Although there are ways to reduce diversion, you’re never totally going to eliminate it. If patients want to mislead their physician, it's always possible. But I think as a physician or other prescriber you have to weigh the risk of diversion against the risk of not prescribing the medication and the loss of accumbent therapeutic benefit and, in the case of opioids, higher risk of overdose. The choice of medication requires careful attention to the advantages and disadvantages of each of the available choices and shared decision making between the patient and physician.

 

 

  1. What are a few things that you would like prescribers to know about MAT?

 

Dr. Levy:

1. It is lifesaving. I know because I have seen it.

2. It is very easy to prescribe. It is very well-tolerated in my experience, and there are few contraindications.

3. It is MUCH less dangerous than many of the other medications (including pain medications) that prescribers use routinely.

 

Dr. Lieberman: When prescribed correctly, MAT shouldn’t allow patients to achieve a high or euphoric event. I think there are prescribers out there who don’t have enough experience and are prescribing unnecessary high doses of buprenorphine. And that just makes it that much harder for either detoxification from that or to get them on to a different treatment modality.

 


 
About the experts:

 

Frances Rudnick Levin, MD, is the Kennedy-Leavy Professor of Clinical Psychiatry at Columbia University and Chief of the Division on Substance Use, and Director of the Addiction Psychiatry Fellowship Program at New York Presbyterian Hospital. Dr. Levin graduated from Cornell University Medical College and completed her psychiatric residency at the New York Hospital-Payne Whitney Clinic.

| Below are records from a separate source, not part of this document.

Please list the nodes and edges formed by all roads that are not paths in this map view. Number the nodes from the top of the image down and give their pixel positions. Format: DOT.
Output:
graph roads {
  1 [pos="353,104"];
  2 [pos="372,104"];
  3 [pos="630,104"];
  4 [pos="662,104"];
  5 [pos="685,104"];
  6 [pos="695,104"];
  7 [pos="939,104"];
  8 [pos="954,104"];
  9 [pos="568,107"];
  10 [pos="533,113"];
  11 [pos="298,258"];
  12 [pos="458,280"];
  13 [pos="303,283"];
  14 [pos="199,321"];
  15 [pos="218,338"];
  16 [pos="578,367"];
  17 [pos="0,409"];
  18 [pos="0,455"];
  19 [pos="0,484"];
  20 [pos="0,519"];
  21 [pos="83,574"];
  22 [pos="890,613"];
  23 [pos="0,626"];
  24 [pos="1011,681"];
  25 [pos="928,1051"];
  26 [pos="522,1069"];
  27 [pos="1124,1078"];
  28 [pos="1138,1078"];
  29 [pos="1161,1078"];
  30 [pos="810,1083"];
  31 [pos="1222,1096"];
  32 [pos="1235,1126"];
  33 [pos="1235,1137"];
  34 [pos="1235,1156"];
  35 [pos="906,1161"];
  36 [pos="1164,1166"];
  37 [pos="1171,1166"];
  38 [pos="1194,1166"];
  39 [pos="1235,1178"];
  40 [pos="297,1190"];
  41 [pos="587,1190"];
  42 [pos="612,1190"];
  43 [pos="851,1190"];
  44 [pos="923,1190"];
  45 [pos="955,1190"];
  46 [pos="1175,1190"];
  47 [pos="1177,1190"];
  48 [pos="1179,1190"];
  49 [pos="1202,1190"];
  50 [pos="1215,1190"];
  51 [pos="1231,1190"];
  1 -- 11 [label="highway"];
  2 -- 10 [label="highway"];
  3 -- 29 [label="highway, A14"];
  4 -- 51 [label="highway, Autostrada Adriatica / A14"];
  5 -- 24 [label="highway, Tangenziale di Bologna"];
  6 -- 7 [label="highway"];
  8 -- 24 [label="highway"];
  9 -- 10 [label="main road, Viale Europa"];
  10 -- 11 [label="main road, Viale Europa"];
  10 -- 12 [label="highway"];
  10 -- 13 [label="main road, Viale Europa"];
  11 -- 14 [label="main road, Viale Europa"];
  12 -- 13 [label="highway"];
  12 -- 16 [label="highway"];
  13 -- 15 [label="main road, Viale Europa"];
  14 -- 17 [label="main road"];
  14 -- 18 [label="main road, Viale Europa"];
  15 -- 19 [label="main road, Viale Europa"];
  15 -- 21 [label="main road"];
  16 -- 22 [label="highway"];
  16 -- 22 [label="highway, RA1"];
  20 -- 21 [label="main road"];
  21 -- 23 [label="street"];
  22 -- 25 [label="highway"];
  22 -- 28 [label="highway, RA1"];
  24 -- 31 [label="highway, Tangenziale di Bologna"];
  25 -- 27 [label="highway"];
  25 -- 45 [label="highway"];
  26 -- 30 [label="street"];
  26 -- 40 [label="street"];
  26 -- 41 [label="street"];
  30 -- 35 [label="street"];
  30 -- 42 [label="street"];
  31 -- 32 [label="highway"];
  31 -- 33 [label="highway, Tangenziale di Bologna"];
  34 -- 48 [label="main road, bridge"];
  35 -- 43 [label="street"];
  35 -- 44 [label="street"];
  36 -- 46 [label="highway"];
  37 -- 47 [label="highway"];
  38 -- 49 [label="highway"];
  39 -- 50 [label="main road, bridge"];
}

She is the principal investigator on several federally funded grants, including a Medication Development Center, a T32 NIDA funded Substance Use Research Fellowship, a K24 Mid Career Investigator Award and collaborates on several other grants. Her research interests include pharmacologic and psychotherapeutic treatment interventions for cocaine and marijuana abuse, and treatment approaches for substance abusers with attention-deficit hyperactivity disorder and other psychiatric illnesses.

 

Sharon Levy, MD, MPH is a board certified Developmental-Behavioral Pediatrician and an Assistant Professor of Pediatrics at Harvard Medical School. She is the Director of the Adolescent Substance Abuse Program (ASAP) in the Division of Developmental Medicine at Boston Children's Hospital, which is comprised of clinical, research, training and policy arms. She has evaluated and treated thousands of adolescents with substance use disorders, and has taught national curricula and published extensively on the outpatient management of substance use disorders in adolescents, including screening and brief advice in primary care, the use of drug testing and the outpatient management of opioid dependent adolescents. She is currently the co-PI of a SAMHSA-funded adolescent SBIRT project, an NIAAA-funded study validating the youth alcohol screening tool in a population of youth with chronic medical illness, and a Conrad N. Hilton funded study that aims to validate adolescent SBIRT measures and test a brief intervention for medically vulnerable youth.

 

Drew Lieberman, MD, is the Chief Medical Office at Compass Detox in South Florida. Dr. Lieberman graduated from State University of New York Downstate Medical Center College of Medicine. He completed his residency at the Albert Einstein - Montefiore Medical Center. Dr. Lieberman has worked as a physician leader and educator in his community for three decades. His prior focus was on the improvement of surgical outcomes in outpatient settings with his background as an anesthesiologist and medical director. Recently, he's been fighting the national epidemic of opioid abuse. Direct patient care and the possibility of saving lives is what drives him every day.